→ **Your goal**
An exact transcript is required of the lines below, from the one containing "pinky pip: (287, 282)" through the very last; leave every picture out of it.

============

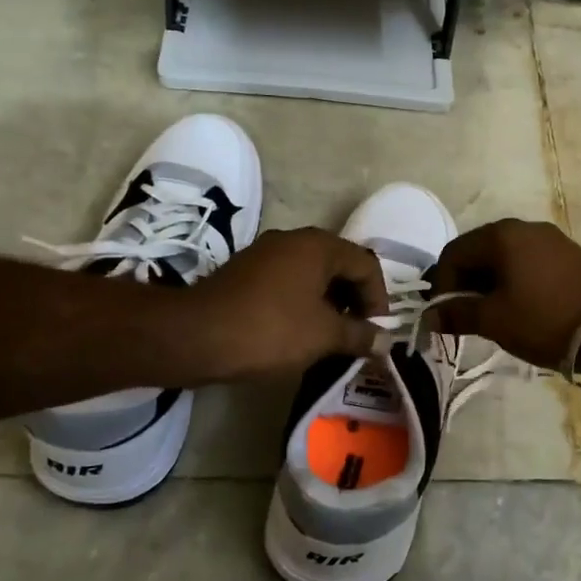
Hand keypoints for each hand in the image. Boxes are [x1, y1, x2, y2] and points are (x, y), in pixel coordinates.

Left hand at [175, 228, 387, 381]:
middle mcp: (294, 240)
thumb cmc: (270, 330)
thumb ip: (360, 335)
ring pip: (312, 274)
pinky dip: (301, 302)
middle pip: (339, 265)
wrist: (195, 336)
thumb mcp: (324, 335)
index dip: (378, 298)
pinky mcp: (245, 271)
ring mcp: (265, 253)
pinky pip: (287, 282)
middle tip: (355, 333)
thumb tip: (386, 340)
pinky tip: (297, 332)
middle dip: (354, 299)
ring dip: (328, 303)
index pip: (366, 264)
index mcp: (318, 246)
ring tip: (329, 337)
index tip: (375, 331)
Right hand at [428, 219, 580, 370]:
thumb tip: (429, 316)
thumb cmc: (546, 320)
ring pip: (503, 259)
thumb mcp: (495, 320)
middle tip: (465, 320)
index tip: (445, 318)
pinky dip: (513, 284)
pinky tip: (520, 310)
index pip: (453, 254)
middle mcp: (523, 227)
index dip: (442, 286)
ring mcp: (549, 239)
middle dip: (465, 286)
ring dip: (489, 286)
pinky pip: (526, 264)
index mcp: (500, 235)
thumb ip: (457, 314)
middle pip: (477, 252)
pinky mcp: (568, 255)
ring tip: (492, 319)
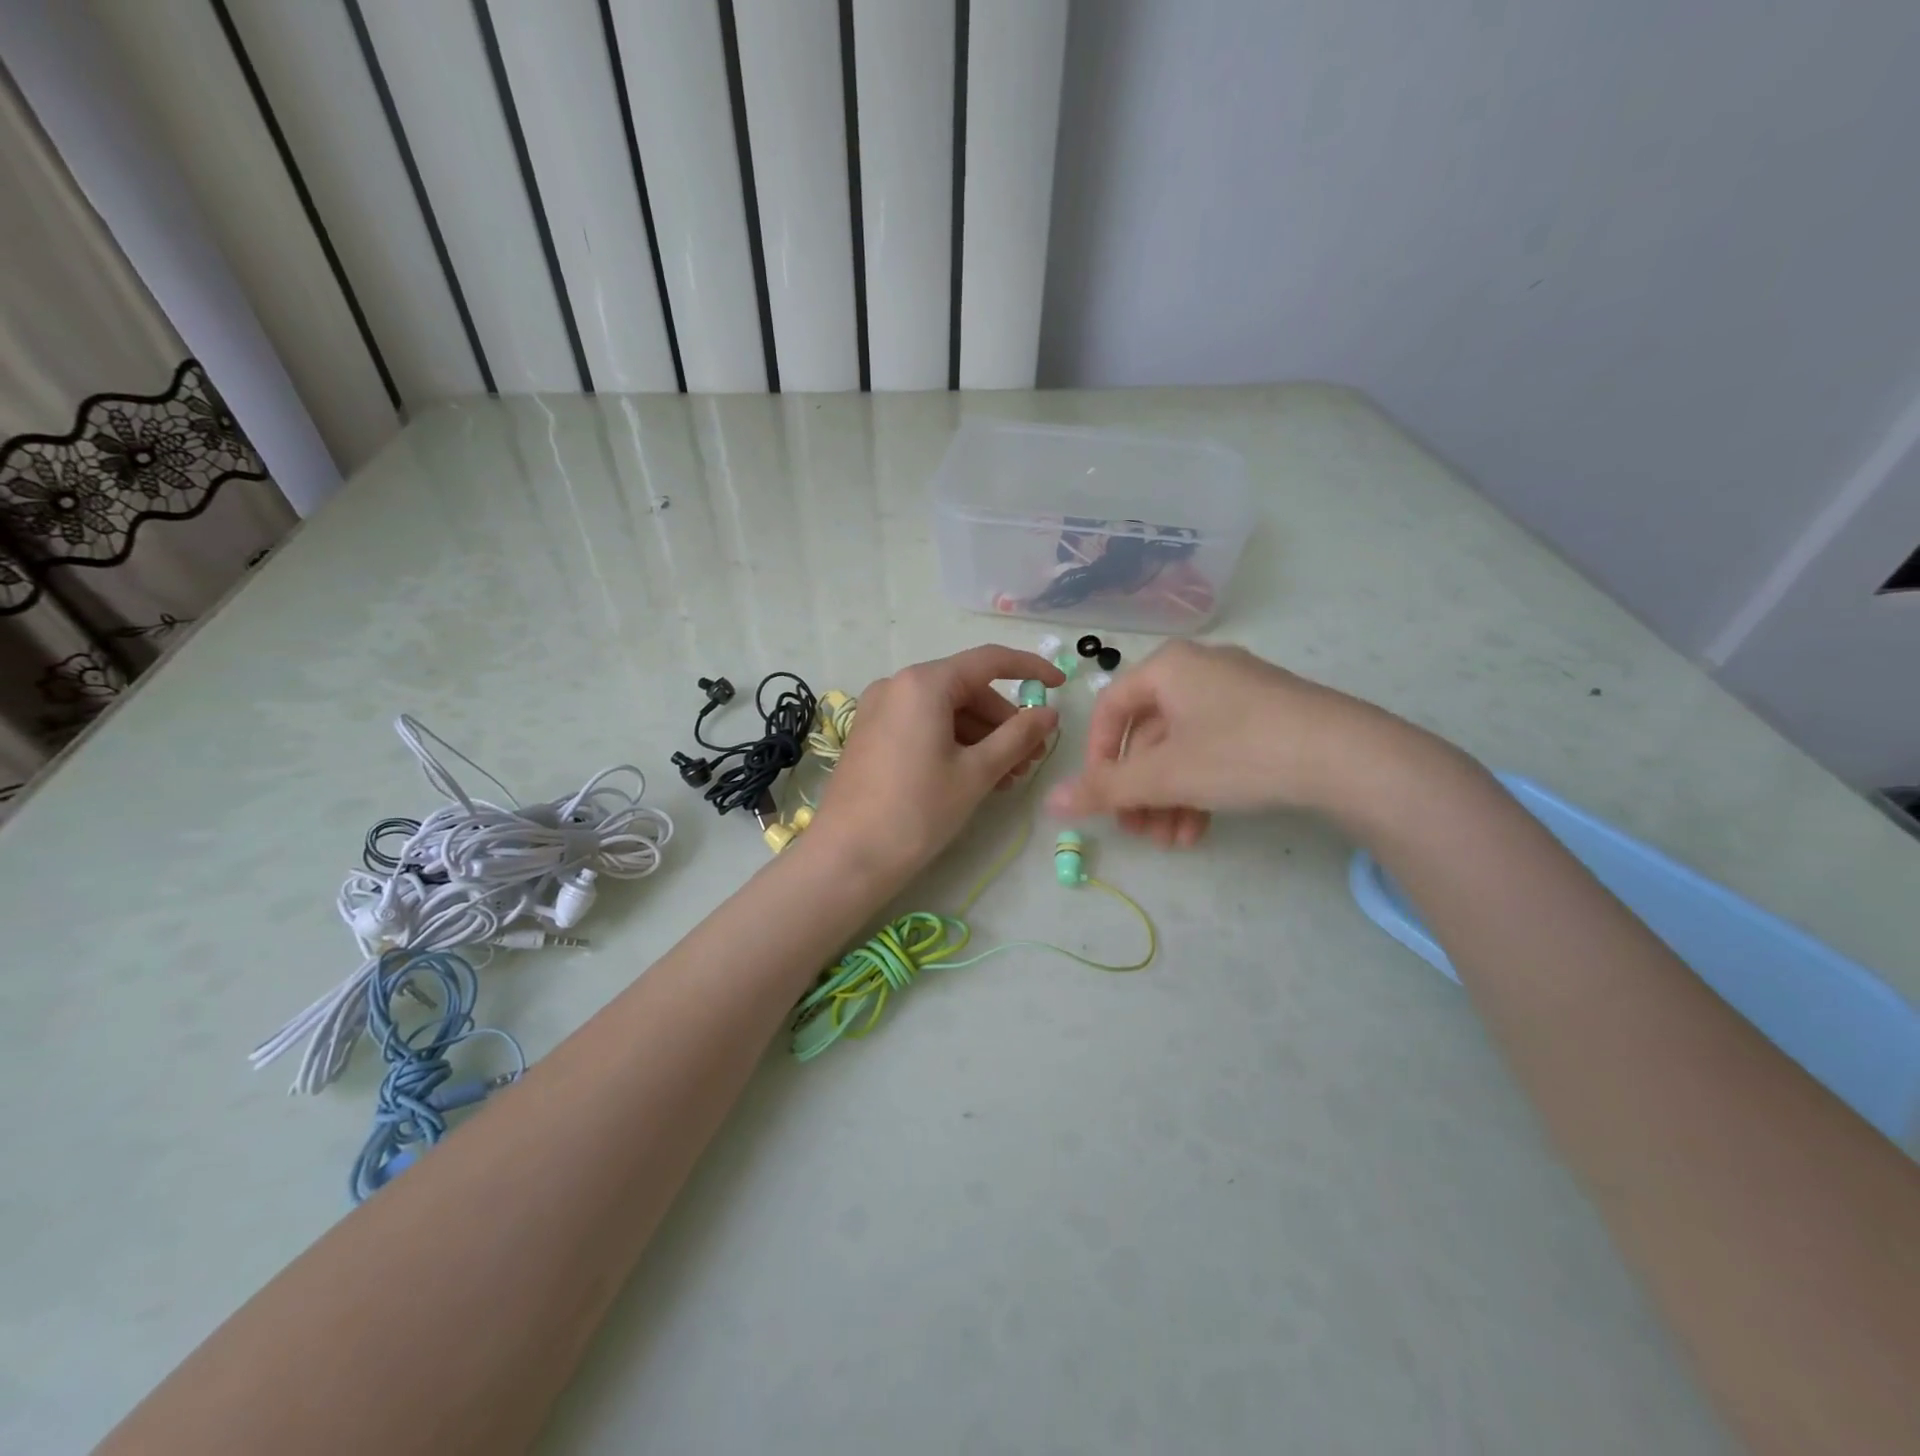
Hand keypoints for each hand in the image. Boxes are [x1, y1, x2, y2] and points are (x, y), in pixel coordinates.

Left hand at [808, 645, 1062, 884]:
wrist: (848, 856)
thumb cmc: (917, 810)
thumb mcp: (976, 772)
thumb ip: (1018, 736)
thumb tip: (1049, 713)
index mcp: (924, 683)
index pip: (989, 661)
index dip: (1030, 669)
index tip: (1060, 685)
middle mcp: (897, 685)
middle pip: (967, 689)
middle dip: (1005, 721)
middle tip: (1032, 758)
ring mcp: (880, 709)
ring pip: (946, 711)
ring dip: (982, 737)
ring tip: (1008, 777)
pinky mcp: (872, 734)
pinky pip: (923, 725)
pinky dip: (954, 743)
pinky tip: (974, 776)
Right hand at [1046, 640, 1396, 843]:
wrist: (1347, 757)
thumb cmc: (1238, 752)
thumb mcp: (1164, 775)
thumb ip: (1105, 789)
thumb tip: (1050, 803)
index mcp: (1167, 668)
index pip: (1110, 711)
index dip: (1098, 759)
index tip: (1101, 800)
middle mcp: (1198, 670)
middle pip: (1148, 736)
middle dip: (1140, 791)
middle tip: (1138, 833)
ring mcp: (1236, 692)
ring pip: (1182, 748)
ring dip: (1169, 799)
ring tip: (1173, 842)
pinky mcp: (1266, 715)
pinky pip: (1214, 749)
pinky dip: (1200, 788)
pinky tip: (1200, 830)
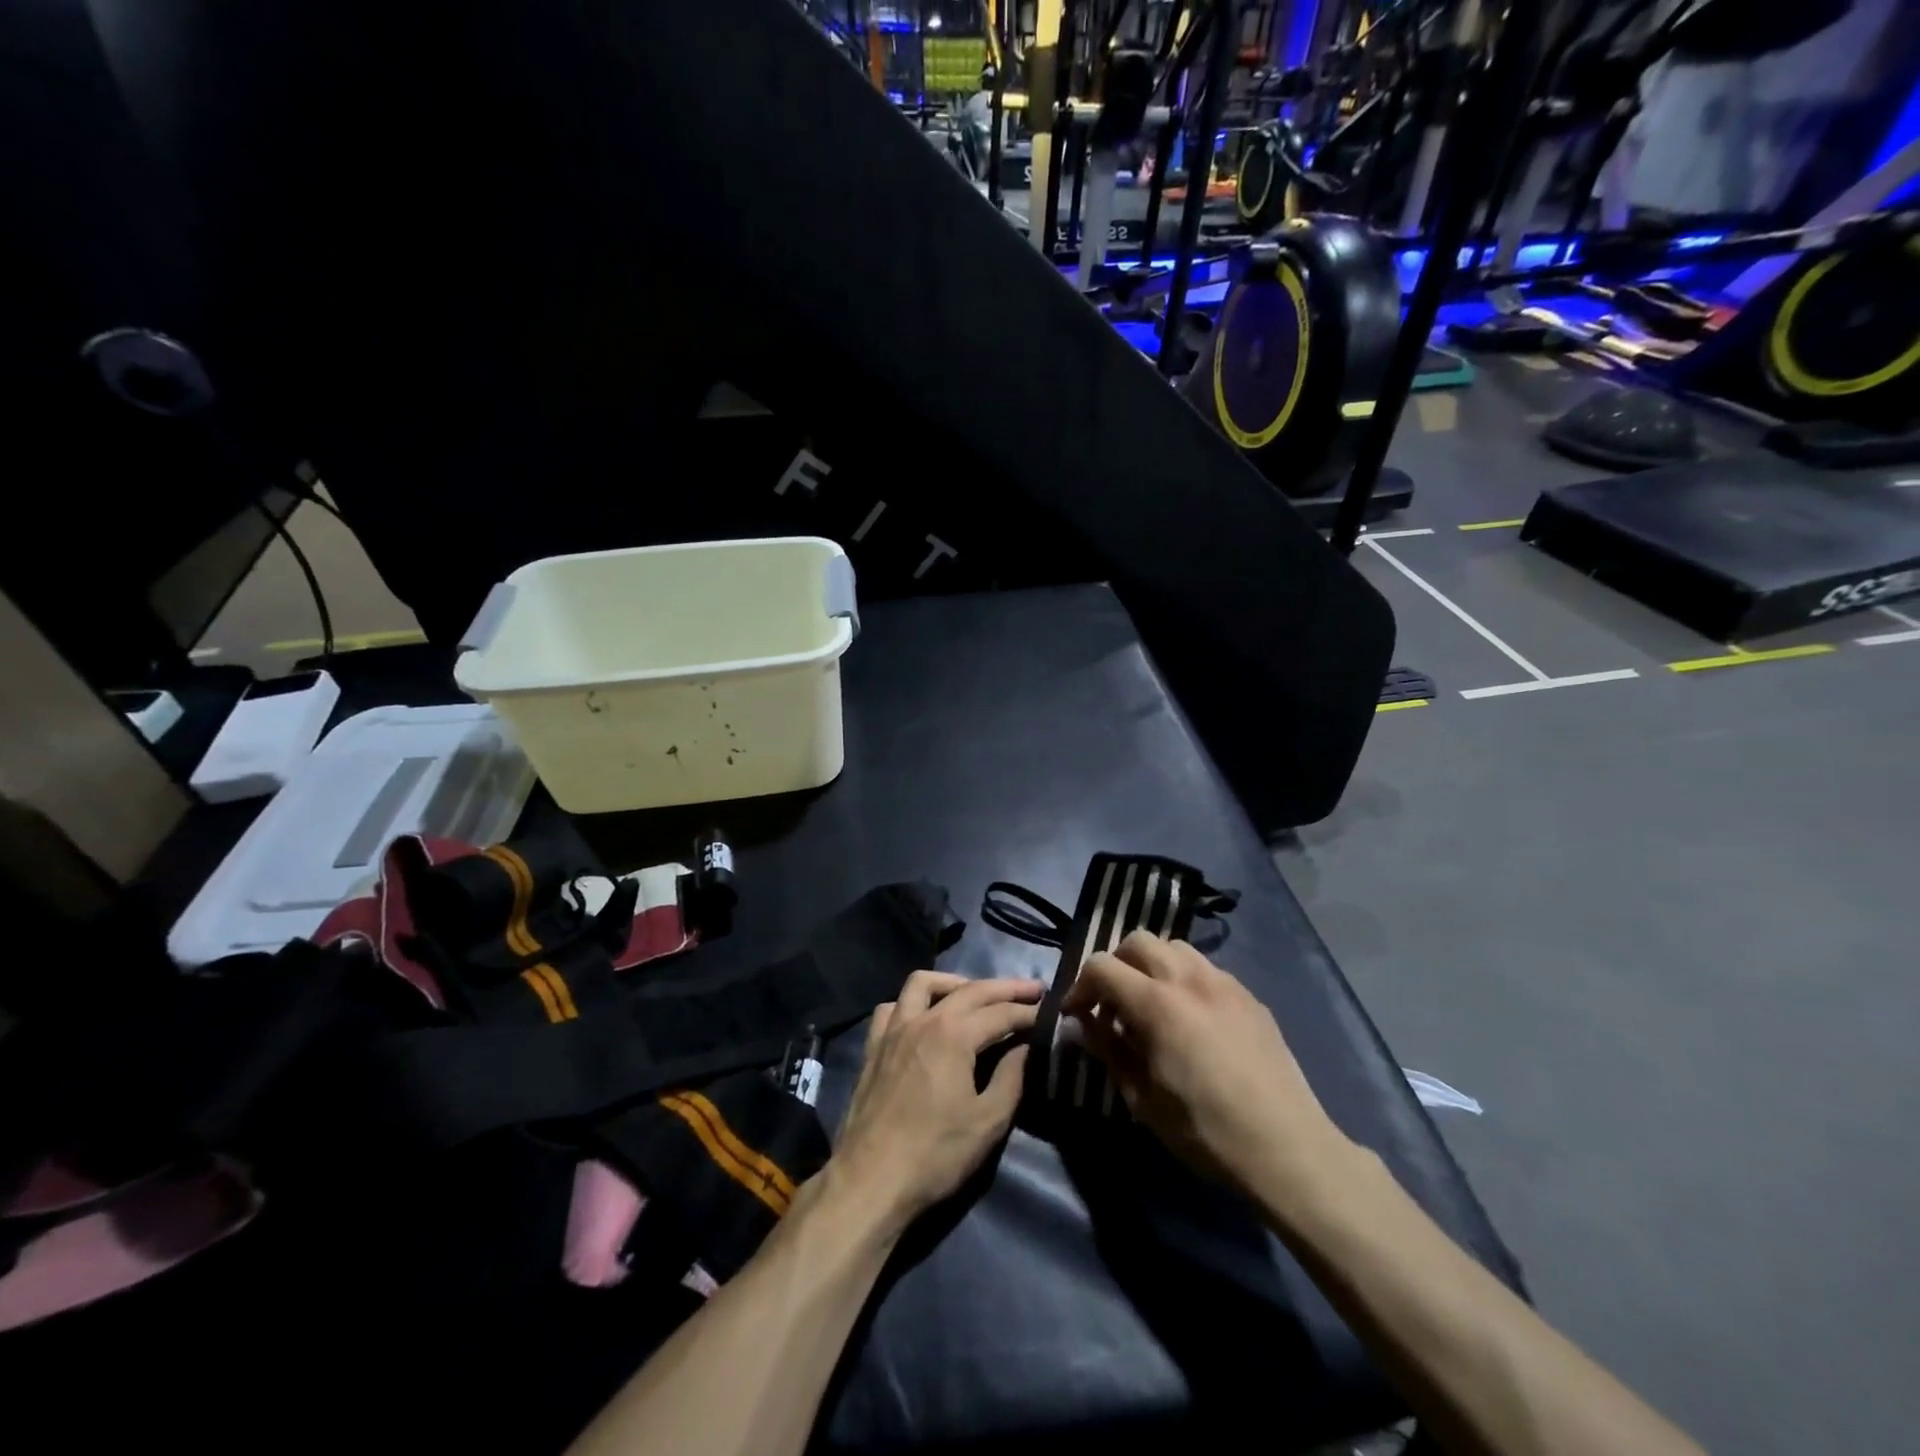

============

→ **Result**
pinky pip: (287, 282)
middle tip: (355, 333)
thumb tip: (386, 340)
pinky tip: (297, 332)
middle dip: (354, 299)
ring dip: (328, 303)
index pip: (366, 264)
index mcp: (318, 246)
ring tip: (329, 337)
index tip: (375, 331)
Right hand at [428, 219, 580, 370]:
thumb tip: (429, 316)
thumb cmc: (546, 320)
ring pip: (503, 259)
thumb mcp: (495, 320)
middle tip: (465, 320)
index tip: (445, 318)
pinky dip: (513, 284)
pinky tip: (520, 310)
index pip: (453, 254)
middle mcp: (523, 227)
index dip: (442, 286)
ring mcp: (549, 239)
middle dip: (465, 286)
ring dip: (489, 286)
pinky pip: (526, 264)
index mcp: (500, 235)
thumb ip: (457, 314)
middle pip: (477, 252)
pinky mcp: (568, 255)
ring tip: (492, 319)
Hand keypoints for each hand in the image. Boxes are [x1, y1, x2, y2] and points are (x, y), in pixel coordinates.

Left hand at [808, 645, 1062, 884]:
wrist: (848, 856)
thumb cmc: (917, 810)
thumb mcp: (976, 772)
thumb ip: (1018, 736)
thumb tip: (1049, 713)
index mcp: (924, 683)
index pip: (989, 661)
index dip: (1030, 669)
index tip: (1060, 685)
middle mcp: (897, 685)
middle pip: (967, 689)
middle dip: (1005, 721)
middle tip: (1032, 758)
ring mcp: (880, 709)
ring pip: (946, 711)
ring dip: (982, 737)
ring tip: (1008, 777)
pinky mcp: (872, 734)
pinky pip: (923, 725)
pinky dip: (954, 743)
pinky tip: (974, 776)
Right hand at [1046, 640, 1396, 843]:
wrist: (1347, 757)
thumb cmc: (1238, 752)
thumb mcp: (1164, 775)
thumb ip: (1105, 789)
thumb tip: (1050, 803)
index mcp: (1167, 668)
index pip: (1110, 711)
index dip: (1098, 759)
index tip: (1101, 800)
middle mcp: (1198, 670)
middle pip: (1148, 736)
middle dip: (1140, 791)
middle tip: (1138, 833)
ring mcp: (1236, 692)
ring pip: (1182, 748)
ring dip: (1169, 799)
ring tip: (1173, 842)
pinky mcp: (1266, 715)
pinky pip: (1214, 749)
pinky dip: (1200, 788)
pinky tip: (1200, 830)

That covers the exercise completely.